As the COVID-19 crisis continues to rage on with no vaccine on the imminent horizon, wearing face masks to curb the spread of bioaerosols carrying the SARS-CoV-2 virus remains one of the pandemic’s most crucial mitigation tools.

The gold standard for healthcare workers has been 3M’s N95 respirator, which has a very close facial fit and very efficient filtration of airborne particles. These aren’t recommended for the general public to prevent respiratory diseases because they are critical supplies to be reserved for healthcare workers and other medical first responders.

Masks for the general public are varied in both style and effectiveness. There are enormous ranges of disposable and reusable masks in a variety of materials. The problem is many of these have flaws that either render them too uncomfortable to wear or inadequately filter the air. An upgrade to mask design on both these fronts is integral to boost infection control.

Georgia Tech researchers approached mask design from an ergonomic perspective. Based on decades of filtration and textile material experience, they are creating a new mask to be comfortable enough for all-day wear that remains in place without frequent adjustment.

The modular mask combines a stretchable knitted Spandex/Lyocell blend with a barrier filtration material. The prototypes made so far for testing employ hook and eye fasteners—similar to the gold-standard N95 respirators—and have a pocket to place an optional filter for further protection. The prototypes haven’t shrunk or lost their shape after 20 washings.

The masks also tackle the fundamental flaw in existing reusable cloth masks of leaking air around the edges, bypassing their filtration mechanism. The leakage problem is depicted by eyeglasses fogging up as exhaled breath leaks around the nose. Georgia Tech’s two-part mask fastens behind the head like many N95 respirators. The front barrier component containing the filtration material is contoured for a tight fit while allowing space around the nose and mouth to prevent breathing restrictions and allow unrestricted speech. It’s made from the same moisture-wicking material used in athletic clothing, and the washable fabric filter is composed of a Spandex/polyester blend. The stretchable portion has holes for ears to help position the mask with conventional hook and eyelet hardware.

“We want people to be able to get the mask in the right place every time,” said Sundaresan Jayaraman, the Kolon Professor in Georgia Tech’s School of Materials Science and Engineering. “If you don’t position it correctly and easily, you are going to have to keep fiddling with it. We see that all the time on television with people adjusting their masks and letting them drop below their noses.”

The researchers published their face mask recommendations in The Journal of The Textile Institute and will make the mask specifications and patterns available for consumers and manufacturers. Necessary materials can be bought from retail fabric stores, and instructions describe how to measure for customizing the masks.

“Good filtration efficiency is not enough by itself,” said Jayaraman. “The combination of fit, filtration efficiency, and staying in the right place make for a good mask.”

In typical fashion, MIT engineers are currently developing a space-age solution to combat the virus. However, its concept is simple—go beyond filtering and inactivate viruses using heat.

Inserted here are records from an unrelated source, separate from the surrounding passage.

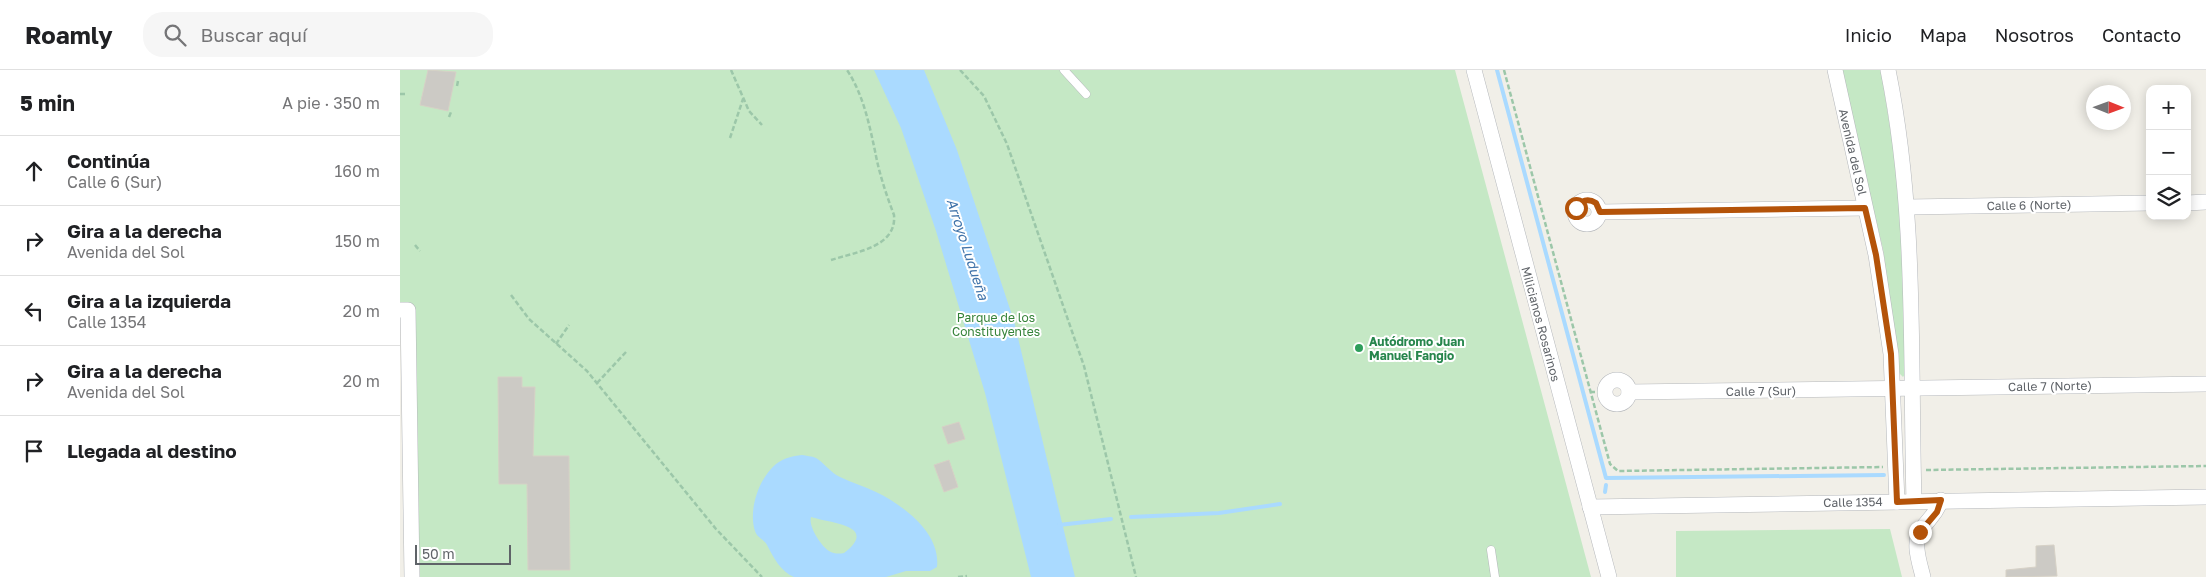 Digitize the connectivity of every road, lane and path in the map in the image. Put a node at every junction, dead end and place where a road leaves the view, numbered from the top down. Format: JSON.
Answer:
{"nodes":[{"id":1,"x":731,"y":70,"type":"edge"},
{"id":2,"x":847,"y":70,"type":"edge"},
{"id":3,"x":960,"y":70,"type":"edge"},
{"id":4,"x":1064,"y":70,"type":"edge"},
{"id":5,"x":1474,"y":70,"type":"edge"},
{"id":6,"x":1504,"y":70,"type":"edge"},
{"id":7,"x":1835,"y":70,"type":"edge"},
{"id":8,"x":1888,"y":70,"type":"edge"},
{"id":9,"x":458,"y":80,"type":"dead end"},
{"id":10,"x":457,"y":86,"type":"dead end"},
{"id":11,"x":400,"y":94,"type":"edge"},
{"id":12,"x":406,"y":94,"type":"dead end"},
{"id":13,"x":1086,"y":94,"type":"dead end"},
{"id":14,"x":743,"y":97,"type":"junction"},
{"id":15,"x":451,"y":112,"type":"dead end"},
{"id":16,"x":450,"y":117,"type":"dead end"},
{"id":17,"x":762,"y":126,"type":"dead end"},
{"id":18,"x":730,"y":138,"type":"dead end"},
{"id":19,"x":2206,"y":202,"type":"edge"},
{"id":20,"x":2146,"y":203,"type":"edge"},
{"id":21,"x":2191,"y":203,"type":"edge"},
{"id":22,"x":1908,"y":207,"type":"junction"},
{"id":23,"x":1865,"y":208,"type":"junction"},
{"id":24,"x":1600,"y":212,"type":"dead end"},
{"id":25,"x":415,"y":245,"type":"dead end"},
{"id":26,"x":420,"y":251,"type":"dead end"},
{"id":27,"x":832,"y":260,"type":"dead end"},
{"id":28,"x":511,"y":295,"type":"dead end"},
{"id":29,"x":404,"y":310,"type":"edge"},
{"id":30,"x":569,"y":325,"type":"dead end"},
{"id":31,"x":556,"y":344,"type":"junction"},
{"id":32,"x":626,"y":352,"type":"dead end"},
{"id":33,"x":597,"y":383,"type":"junction"},
{"id":34,"x":2206,"y":384,"type":"edge"},
{"id":35,"x":1912,"y":388,"type":"junction"},
{"id":36,"x":1894,"y":389,"type":"junction"},
{"id":37,"x":1597,"y":392,"type":"junction"},
{"id":38,"x":405,"y":450,"type":"edge"},
{"id":39,"x":1885,"y":465,"type":"dead end"},
{"id":40,"x":2206,"y":466,"type":"edge"},
{"id":41,"x":1924,"y":468,"type":"dead end"},
{"id":42,"x":2206,"y":497,"type":"edge"},
{"id":43,"x":1941,"y":500,"type":"junction"},
{"id":44,"x":1897,"y":502,"type":"junction"},
{"id":45,"x":1914,"y":502,"type":"junction"},
{"id":46,"x":1590,"y":507,"type":"junction"},
{"id":47,"x":1491,"y":550,"type":"dead end"},
{"id":48,"x":967,"y":576,"type":"edge"},
{"id":49,"x":412,"y":577,"type":"edge"},
{"id":50,"x":762,"y":577,"type":"edge"},
{"id":51,"x":958,"y":577,"type":"edge"},
{"id":52,"x":1136,"y":577,"type":"edge"},
{"id":53,"x":1495,"y":577,"type":"edge"},
{"id":54,"x":1609,"y":577,"type":"edge"},
{"id":55,"x":1923,"y":577,"type":"edge"}],
"edges":[{"from":1,"to":14,"type":"path"},
{"from":2,"to":27,"type":"path"},
{"from":3,"to":52,"type":"path"},
{"from":4,"to":13,"type":"lane"},
{"from":5,"to":46,"type":"street","name":"Milicianos Rosarinos"},
{"from":6,"to":37,"type":"path"},
{"from":7,"to":23,"type":"street","name":"Avenida del Sol"},
{"from":8,"to":22,"type":"street"},
{"from":9,"to":10,"type":"path"},
{"from":11,"to":12,"type":"path"},
{"from":14,"to":17,"type":"path"},
{"from":14,"to":18,"type":"path"},
{"from":15,"to":16,"type":"path"},
{"from":19,"to":21,"type":"street"},
{"from":20,"to":22,"type":"street","name":"Calle 6 (Norte)"},
{"from":22,"to":35,"type":"street"},
{"from":23,"to":24,"type":"street"},
{"from":23,"to":36,"type":"street","name":"Avenida del Sol"},
{"from":25,"to":26,"type":"path"},
{"from":28,"to":31,"type":"path"},
{"from":29,"to":38,"type":"street"},
{"from":30,"to":31,"type":"path"},
{"from":31,"to":33,"type":"path"},
{"from":32,"to":33,"type":"path"},
{"from":33,"to":50,"type":"path"},
{"from":34,"to":35,"type":"street","name":"Calle 7 (Norte)"},
{"from":35,"to":36,"type":"street","name":"Calle 7 (Norte)"},
{"from":35,"to":45,"type":"street"},
{"from":36,"to":37,"type":"street","name":"Calle 7 (Sur)"},
{"from":36,"to":44,"type":"street","name":"Avenida del Sol"},
{"from":37,"to":39,"type":"path"},
{"from":38,"to":49,"type":"street"},
{"from":40,"to":41,"type":"path"},
{"from":42,"to":43,"type":"street","name":"Calle 1354"},
{"from":43,"to":45,"type":"street","name":"Calle 1354"},
{"from":43,"to":55,"type":"street"},
{"from":44,"to":45,"type":"street","name":"Calle 1354"},
{"from":44,"to":46,"type":"street","name":"Calle 1354"},
{"from":46,"to":54,"type":"street","name":"Milicianos Rosarinos"},
{"from":47,"to":53,"type":"lane"},
{"from":48,"to":51,"type":"path"}]}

The masks utilize a heated copper mesh. During respiration air flows continuously across the mesh and viral particles in the area are halted and switched off by the mesh and the high temperatures. The researchers created a reverse-flow reactor to accomplish this. As the wearer breathes in and out, airflow continually reverses, ensuring any viruses in the mask to traverse the mesh many times to raise deactivation likelihood. The copper mesh is wrapped in neoprene, an insulation material that stops the outside of the mask from becoming too hot to wear.

“This is a completely new mask concept in that it doesn’t primarily block the virus. It actually lets the virus go through the mask, but slows and inactivates it,” said Michael Strano, the Carbon P. Dubbs Professor of Chemical Engineering at MIT.

To develop the mask the researchers calculated the coronavirus degradation rate at different temperatures and trapping conditions. They discovered that a temperature of approximately 90 degrees Celsius could provoke between a thousandfold and millionfold viral particle reduction depending on the final mask size. The 90 degree C temperature can be achieved via running a small electrical current (powered by a small battery) across the 0.1-millimeter thick copper mesh or thermoelectric heater. Current prototypes use a 9-volt battery, which generates enough power to heat the mask for a few hours and cool the air before it’s inhaled.

“What we show is that it’s possible to wear something on your face that’s not too cumbersome, that can actually allow you to breathe medically sterile air,” Strano said. “The prospect of being able to breathe in medically sterile air and breathe out medically sterile air, protecting the people around you and protecting yourself, is just the next step. It’s better technology.”

Heated masks would be more costly than cloth or surgical masks, but they could be useful where risk of exposure is elevated and cost is less of a concern, according to the researchers. They have filed for a patent on the mask design, and intend to begin testing prototypes at MIT with collaborators.